Working data >>
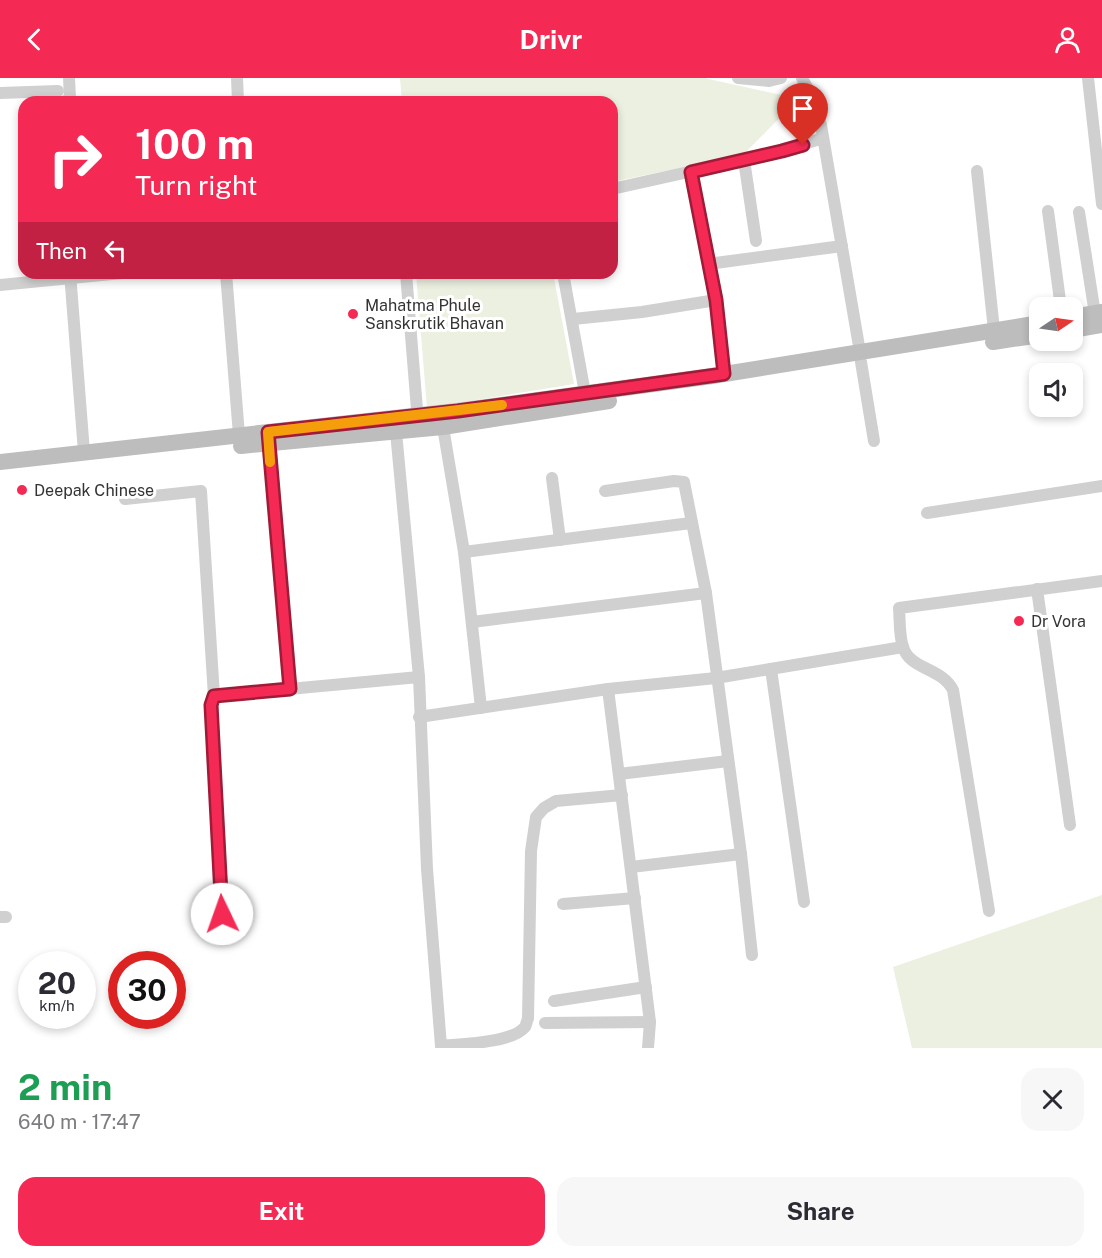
<!DOCTYPE html>
<html lang="en">
<head>
<meta charset="utf-8">
<style>
	:root { --surface:#fff; --page:#f7f7f7; --text:#2b2b33; --muted:#7c7c81; --accent:#f42a54 }
	body { margin:0; font-family:"Public Sans",sans-serif; background:var(--page); color:var(--text); height:100vh; display:flex; flex-direction:column; font-size:22px; white-space:nowrap }
	* { box-sizing:border-box; margin:0 }
	p { font-size:20px; color:var(--muted) }
	.icon { flex:none; width:33px; height:33px; fill:none; stroke:currentColor; stroke-width:2; stroke-linecap:round; stroke-linejoin:round }
	.map { position:relative; height:970px; overflow:hidden }
	.drawer { display:flex; flex-direction:column; background:var(--surface); flex:1 }
	.drawer>* { flex:none }
	.banner { position:absolute; left:18px; top:18px; width:600px; height:183px; border-radius:18px; box-shadow:0 3px 9px #0003; background:#f42a54; color:#fff; overflow:hidden }
	.needle { width:39px; rotate:77deg }
	.fabs { position:absolute; left:1029px; top:219px; display:grid; gap:12px }
	.fabs a { display:grid; place-items:center; width:54px; height:54px; border-radius:12px; background:var(--surface); box-shadow:0 3px 9px #0003; font-size:30px }
	.speed { position:absolute; left:18px; top:873px; display:flex; gap:12px; font-size:30px; font-weight:700; text-align:center }
	.speed>* { display:grid; place-content:center; width:78px; height:78px; border-radius:50%; background:var(--surface); box-shadow:0 3px 9px #0003; line-height:1 }
	.speed small { font-size:15px; font-weight:400 }
	.speed .limit { border:9px solid #d22; background:#fff; color:#111 }
	.pin { position:absolute; display:grid; place-items:center; width:51px; height:51px; color:#fff; margin:-62px -26px; border-radius:50% 50% 50% 0; rotate:-45deg; box-shadow:0 0 6px #0007 }
	.pin .icon { rotate:45deg }
	.me { position:absolute; width:66px; margin:-33px; rotate:357deg; stroke-linejoin:round; filter:drop-shadow(0 0 4px #0008) }
	.turn { display:flex; align-items:center; gap:21px; height:126px; padding:0 18px; font-size:27px }
	.turn .icon { width:78px; height:78px; stroke-width:2.5 }
	.turn b { display:block; font-size:42px; line-height:51px }
	.then { display:flex; align-items:center; height:57px; padding:0 18px; background:#0003; gap:12px; font-size:22px }
	.round { display:grid; place-items:center; flex:none; width:63px; height:63px; border-radius:18px; background:var(--page) }
	.headline { display:flex; align-items:center; justify-content:space-between; height:102px; padding:0 18px }
	h1 { font-size:36px; font-weight:700; line-height:45px; color:#1e9e55 }
	.button { display:flex; gap:12px; margin-top:auto; padding:12px 18px }
	.button a { flex:1; height:69px; border-radius:18px; background:var(--accent); color:#fff; font-size:24px; font-weight:700; line-height:69px; text-align:center }
	.button a+a { background:var(--page); color:var(--text) }
	header { display:flex; justify-content:space-between; align-items:center; height:78px; padding:0 18px; background:var(--accent); color:#fff; font-size:27px; font-weight:700 }
	.map>svg:first-child { display:block }
	.green { fill:#ebf0e0 }
	.lines { fill:none; stroke-linecap:round; stroke-linejoin:round }
	.minor { stroke:#d0d0d0; stroke-width:12 }
	.secondary { stroke:#bdbdbd; stroke-width:16 }
	.route-casing { stroke:#9f1b37; stroke-width:15 }
	.route { stroke:#f42a54; stroke-width:10 }
	.slow { stroke:#f59e0b; stroke-width:10 }
	.poi-dot { fill:#f42a54; stroke:#fff; stroke-width:2 }
	.labels { text-anchor:middle; dominant-baseline:central; stroke-width:6; stroke-linejoin:round; paint-order:stroke }
	.poi-label { font-size:16px; fill:#333; stroke:#fff; text-anchor:start }
</style>
</head>
<body>
<header><svg class="icon" aria-label="back" viewBox="0 0 24 24"><path d="M15 5l-7 7 7 7"/></svg>Drivr<svg class="icon" aria-label="person" viewBox="0 0 24 24"><circle cx="12" cy="8" r="4"/><path d="M4 21q1-7 8-7t8 7"/></svg></header>
<div class="map">
<svg width="1102" height="970" viewBox="0 0 1102 970">
	<rect width="100%" height="100%" fill="#fff"/>
	<!-- green -->
	<g class="green">
		<path d="M400 0H704L786 18 795 24 743 77 612 104V24H402Z"/>
		<path d="M416 195H553L574 306 427 330Z"/>
		<path d="M1102 817V970H912L893 889Z"/>
	</g>
	<g class="lines">
		<!-- minor -->
		<g class="minor">
			<path d="M237 0 238 24"/>
			<path d="M738 0 769 3 781 0"/>
			<path d="M802 0 809 13 821 47 860 274"/>
			<path d="M1088 0 1102 126"/>
			<path d="M0 15 58 13"/>
			<path d="M64 24 70 20 69 0"/>
			<path d="M744 82 756 163"/>
			<path d="M977 93 994 252"/>
			<path d="M691 94 716 222 724 296"/>
			<path d="M612 111 782 73 823 60"/>
			<path d="M1048 133 1061 230"/>
			<path d="M1079 134 1095 236"/>
			<path d="M708 186 842 168"/>
			<path d="M70 195 84 374"/>
			<path d="M226 195 239 357"/>
			<path d="M406 195 418 344"/>
			<path d="M563 195 585 315"/>
			<path d="M0 207 122 195"/>
			<path d="M573 241 642 234 716 222"/>
			<path d="M861 284 874 363"/>
			<path d="M443 349 464 474 481 630"/>
			<path d="M396 354 419 599"/>
			<path d="M268 358 290 611"/>
			<path d="M552 400 560 462"/>
			<path d="M605 413 674 403 684 404 706 515 741 776 752 877"/>
			<path d="M125 421 201 413 214 618"/>
			<path d="M927 435 1102 408"/>
			<path d="M464 474 691 445"/>
			<path d="M1037 511 1070 747"/>
			<path d="M472 544 706 515"/>
			<path d="M771 591 804 824"/>
			<path d="M608 611 650 944 648 970"/>
			<path d="M419 639 608 611 716 600 903 569"/>
			<path d="M619 696 728 683"/>
			<path d="M631 789 741 776"/>
			<path d="M563 826 635 820"/>
			<path d="M989 833 953 612C941 589 910 592 903 569 899 557 900 542 899 530L1102 503"/>
			<path d="M222 836 211 627 214 618 419 599 427 791 441 968C461 966 512 965 525 949 526 948 527 942 528 941L531 773 536 739 544 730 556 723 622 717"/>
			<path d="M0 839H6"/>
			<path d="M554 923 646 909"/>
			<path d="M545 945 650 944"/>
		</g>
		<!-- secondary -->
		<g class="secondary">
			<path d="M1072 239 1102 234"/>
			<path d="M1072 252 1102 247"/>
			<path d="M993 264 1040 257"/>
			<path d="M241 368 443 349 609 323"/>
			<path d="M0 384 457 333 712 298 1040 245"/>
		</g>
	</g>
	<g class="lines">
		<!-- route casing -->
		<g class="route-casing">
			<path id="route" d="M222 836 211 627 214 618 290 611 268 354 458 333 724 296 716 222 691 94 782 73 803 67"/>
		</g>
		<!-- route -->
		<use href="#route" class="route"/>
		<!-- slow -->
		<path class="slow" d="M270 384 268 354 502 327"/>
	</g>
	<!-- markers -->
	<g class="poi-dot">
		<circle cx="353" cy="236" r="6"/>
		<circle cx="22" cy="412" r="6"/>
		<circle cx="1019" cy="543" r="6"/>
	</g>
	<g class="labels">
		<!-- poi labels -->
		<g class="poi-label">
			<text x="365" y="227">Mahatma Phule<tspan x="365" dy="18">Sanskrutik Bhavan</tspan></text>
			<text x="34" y="412">Deepak Chinese</text>
			<text x="1031" y="543">Dr Vora</text>
		</g>
	</g>
</svg>
<div class="fabs">
<a><svg class="needle" viewBox="-14 -14 28 28"><path d="M0-13l5 13h-10z" fill="#e53935"/><path d="M0 13l5-13h-10z" fill="#7c7c81"/></svg></a>
<a><svg class="icon" aria-label="sound" viewBox="0 0 24 24"><path d="M4 9h4l5-4v14l-5-4H4zM17 9q2 3 0 6"/></svg></a>
</div>
<div class="speed"><div>20<small>km/h</small></div><div class="limit">30</div></div>
<div class="pin" style="left:803px;top:67px;background:#d93025"><svg class="icon" aria-label="arrive" viewBox="0 0 24 24"><path d="M6 21V4h12l-3 4 3 4H6"/></svg></div>
<svg class="me" style="left:222px;top:836px" viewBox="-20 -20 40 40"><circle r="19" fill="#fff"/><path d="M0-13L10 11 0 6-10 11z" fill="#f42a54"/></svg>
<div class="banner">
<div class="turn"><svg class="icon" aria-label="right" viewBox="0 0 24 24"><path d="M7 20v-9h11M14 6l5 5-5 5"/></svg><div><b>100 m</b>Turn right</div></div>
<div class="then">Then<svg class="icon" aria-label="left" viewBox="0 0 24 24"><path d="M17 20v-9H6M10 6l-5 5 5 5"/></svg></div>
</div>
</div>
<section class="drawer">
<div class="headline"><div><h1>2 min</h1><p>640 m · 17:47</p></div><a class="round"><svg class="icon" aria-label="close" viewBox="0 0 24 24"><path d="M6 6l12 12M18 6L6 18"/></svg></a></div>
<div class="button"><a>Exit</a><a>Share</a></div>
</section>
</body>
</html>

What to do >> From the listing, copy every line where the string "block" appears.

Your solution >>
	.turn b { display:block; font-size:42px; line-height:51px }
	.map>svg:first-child { display:block }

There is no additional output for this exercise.